• **DIRECTIONS**
An exact transcription of each entry below is required, without any pictures.

[Dataset entries]
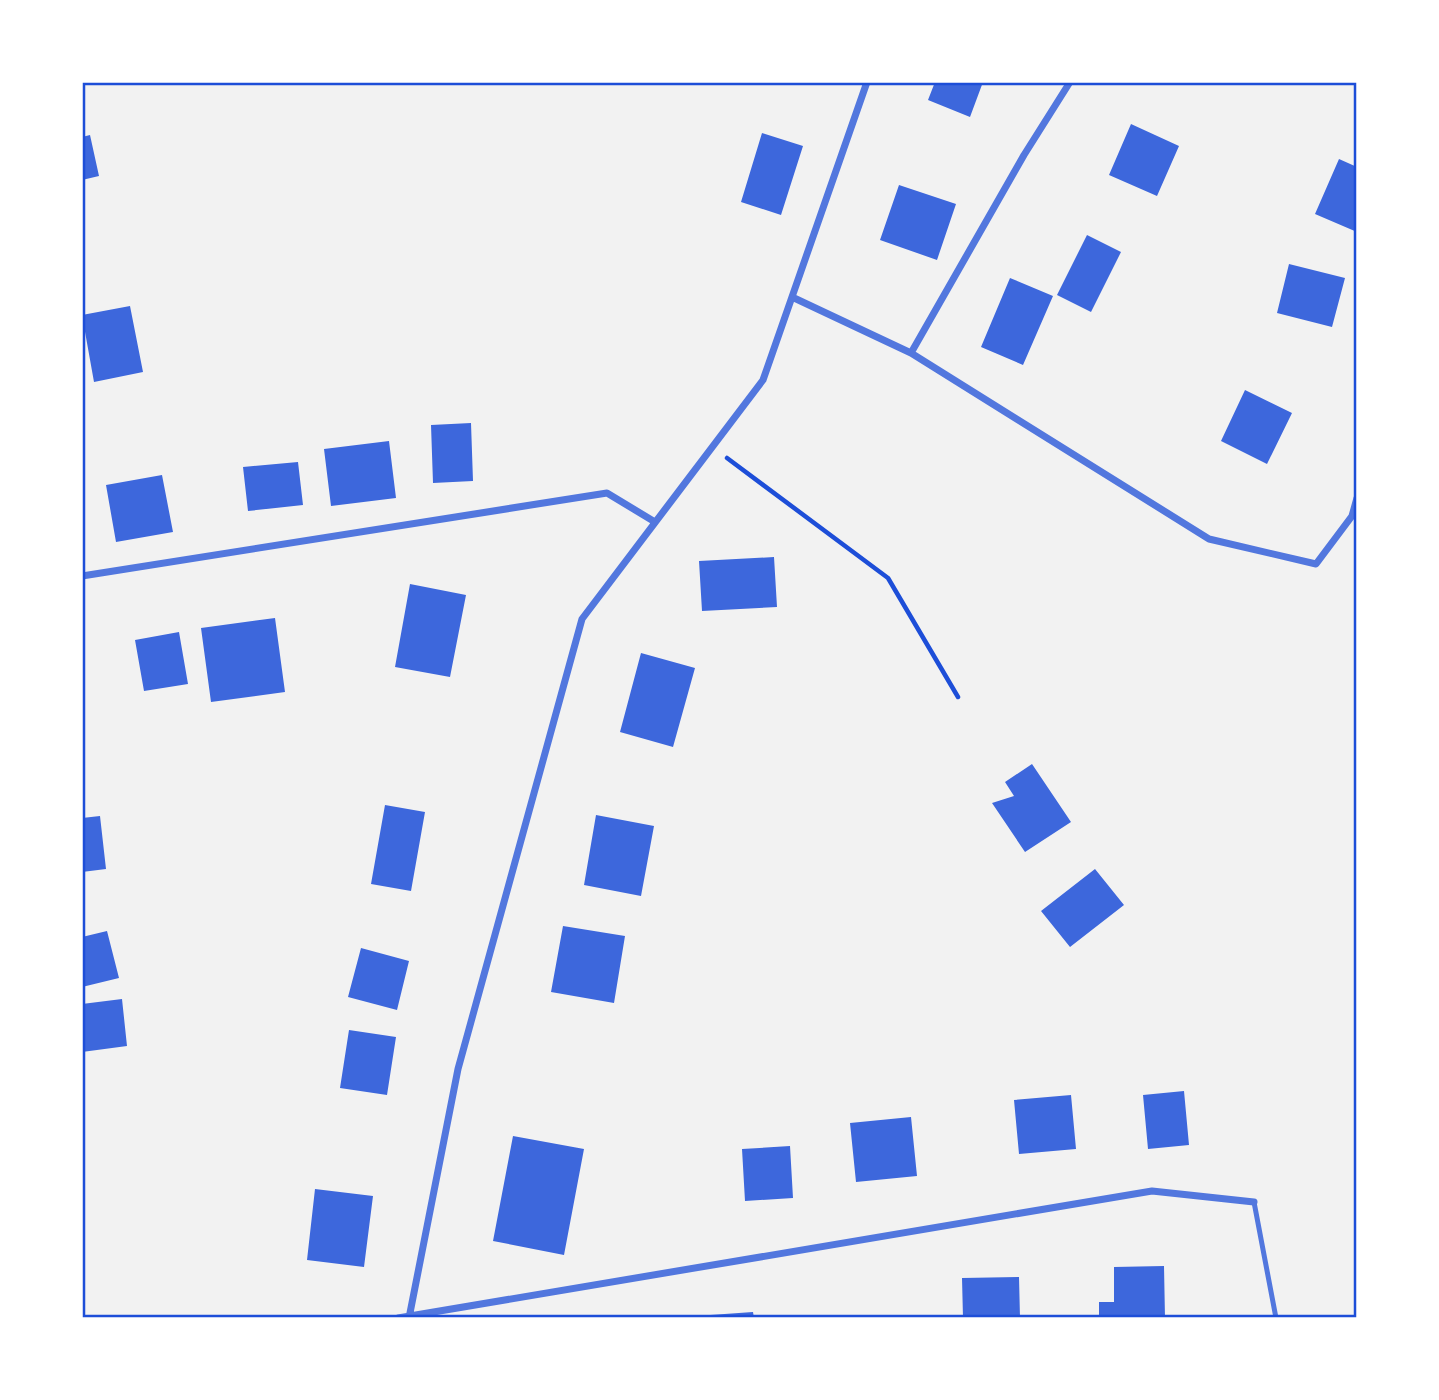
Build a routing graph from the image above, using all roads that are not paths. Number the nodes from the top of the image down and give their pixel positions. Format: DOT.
graph roads {
  1 [pos="867,82"];
  2 [pos="1070,82"];
  3 [pos="792,297"];
  4 [pos="911,353"];
  5 [pos="1357,498"];
  6 [pos="655,522"];
  7 [pos="82,576"];
  8 [pos="1254,1202"];
  9 [pos="409,1317"];
  10 [pos="398,1318"];
  11 [pos="1276,1318"];
  1 -- 3 [label="street"];
  2 -- 4 [label="street"];
  3 -- 4 [label="street"];
  3 -- 6 [label="street"];
  4 -- 5 [label="street"];
  6 -- 7 [label="street"];
  6 -- 9 [label="street"];
  8 -- 9 [label="street"];
  8 -- 11 [label="lane"];
  9 -- 10 [label="street"];
}
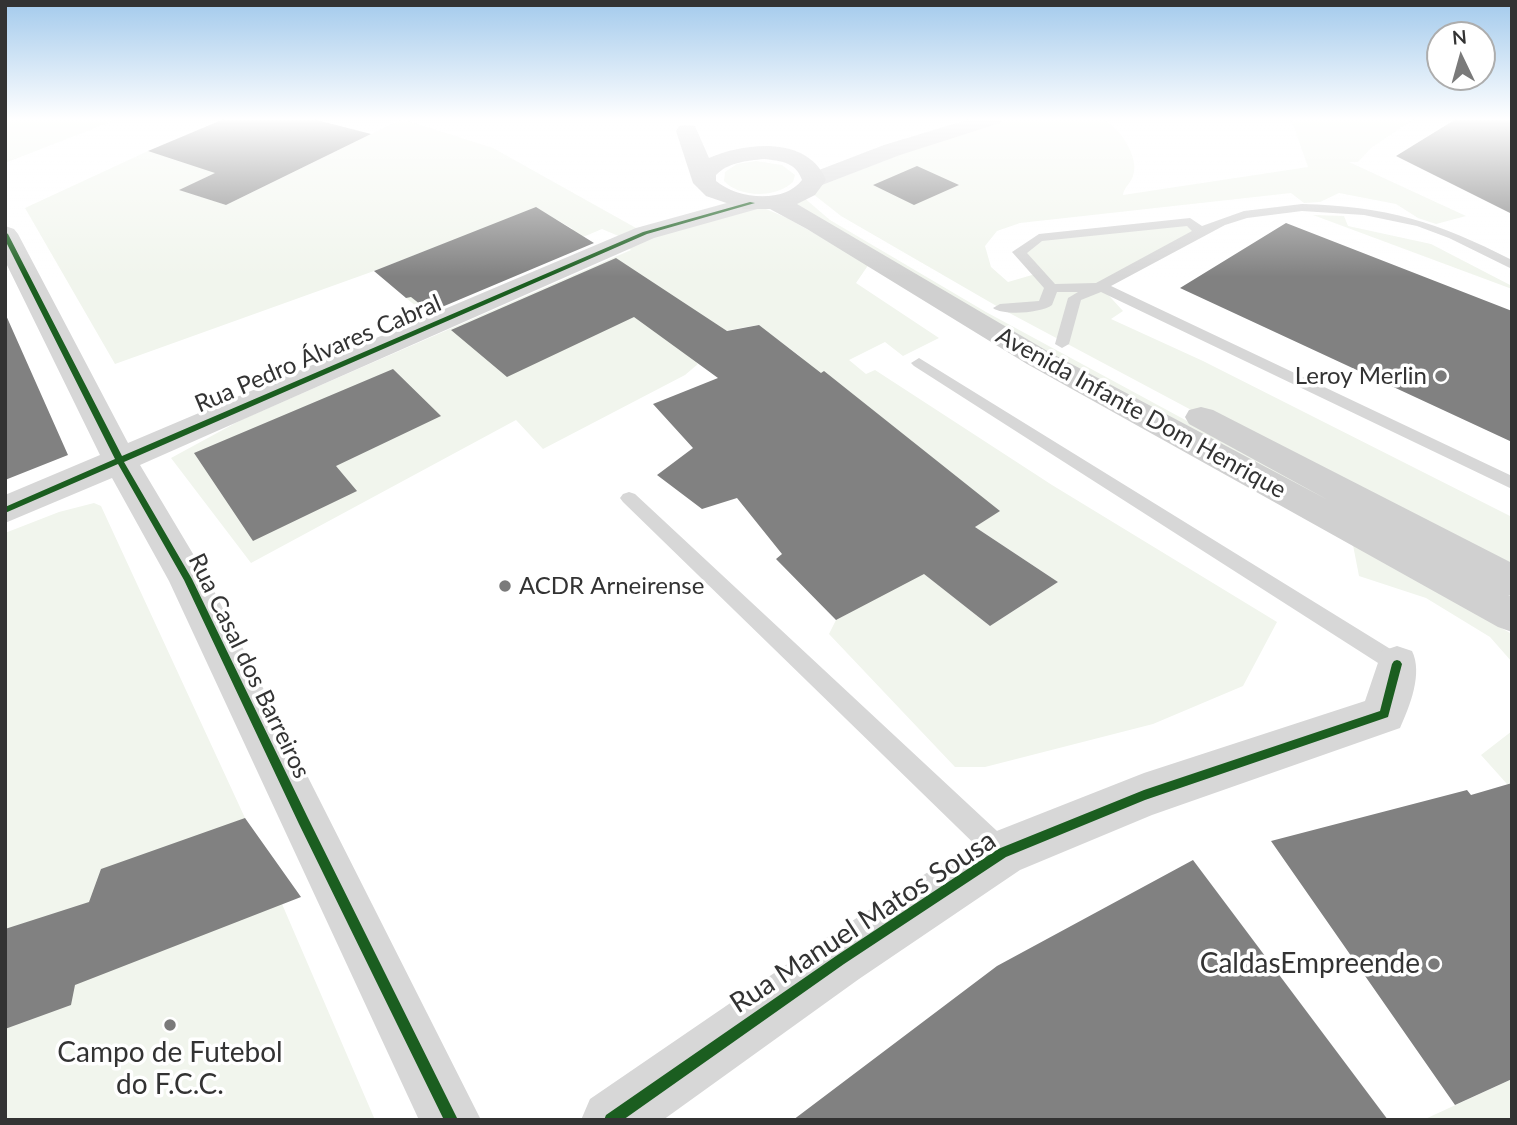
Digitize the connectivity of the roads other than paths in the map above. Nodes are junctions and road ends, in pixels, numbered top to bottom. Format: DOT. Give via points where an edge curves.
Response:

• **RESULT OF THIS TASK**
Build a routing graph from the image above, using all roads that are not paths. Number the nodes from the top of the image down and give their pixel positions. Format: DOT.
graph roads {
  1 [pos="867,82"];
  2 [pos="1070,82"];
  3 [pos="792,297"];
  4 [pos="911,353"];
  5 [pos="1357,498"];
  6 [pos="655,522"];
  7 [pos="82,576"];
  8 [pos="1254,1202"];
  9 [pos="409,1317"];
  10 [pos="398,1318"];
  11 [pos="1276,1318"];
  1 -- 3 [label="street"];
  2 -- 4 [label="street"];
  3 -- 4 [label="street"];
  3 -- 6 [label="street"];
  4 -- 5 [label="street"];
  6 -- 7 [label="street"];
  6 -- 9 [label="street"];
  8 -- 9 [label="street"];
  8 -- 11 [label="lane"];
  9 -- 10 [label="street"];
}
Digitize the connectivity of the roads other than paths in the map above. Nodes are junctions and road ends, in pixels, numbered top to bottom. Format: DOT. Give via points where an edge curves.
Response:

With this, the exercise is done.